L’espressione “il gioco vale (o non vale) la candela” si usa per riferirsi a qualcosa per cui vale o non vale la pena rischiare o perdere tempo. È piuttosto popolare, e si usa in una quantità di occasioni diverse.

“Perché perdi tempo dietro a questo ragazzo? Il gioco non vale la candela”, oppure “Questa macchina è troppo malridotta per il costo che ha, il gioco non vale la candela”.

Come spesso accade, dietro questi modi di dire ci sono origini piuttosto curiose e bizzarre, a volte facilmente intuibili, altre meno; nel caso del gioco che vale o non vale la candela, bisogna risalire ai tempi in cui non esisteva la luce elettrica, e la sera ci si radunava attorno al tavolo per giocare a lume di candela, appunto.

Capitava che la posta in gioco fosse così bassa, o la vittoria così poco remunerativa, che gli astanti la paragonavano al costo della candela che si consumava, facendo notare, con un’iperbole, che non valeva la pena sprecarla per proseguire con il gioco.

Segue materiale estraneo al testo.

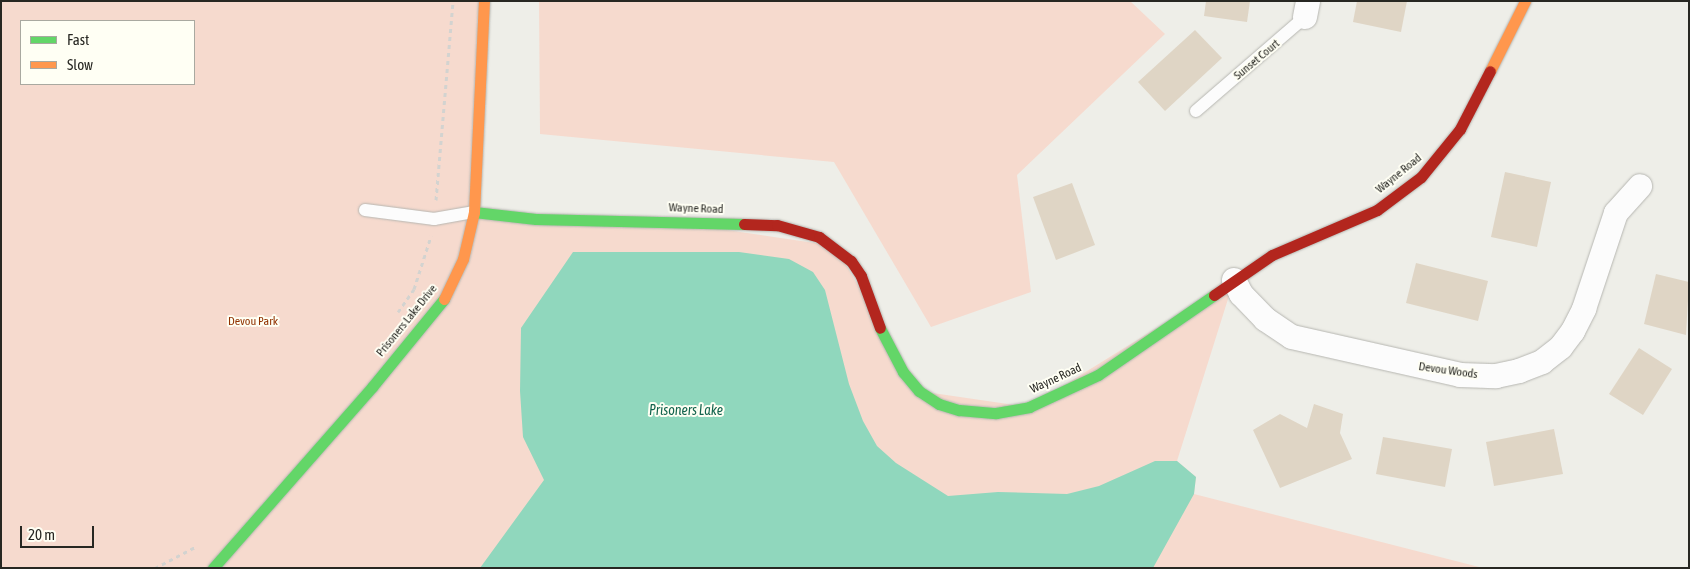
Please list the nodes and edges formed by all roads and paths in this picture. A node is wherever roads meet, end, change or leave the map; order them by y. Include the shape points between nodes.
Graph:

La frase però è solo “presa in prestito” dal mondo religioso, dove la candela ha ovviamente significati diversi. L’espressione originale da cui deriva è infatti “il santo non vale la candela”, che significa: quel santo non può fare miracoli, e non merita neppure che si accenda in suo onore un cero votivo. Entrambe le espressioni sono state mutuate dal francese: “Le saint (o le jeu) ne vaut pas la chandelle“.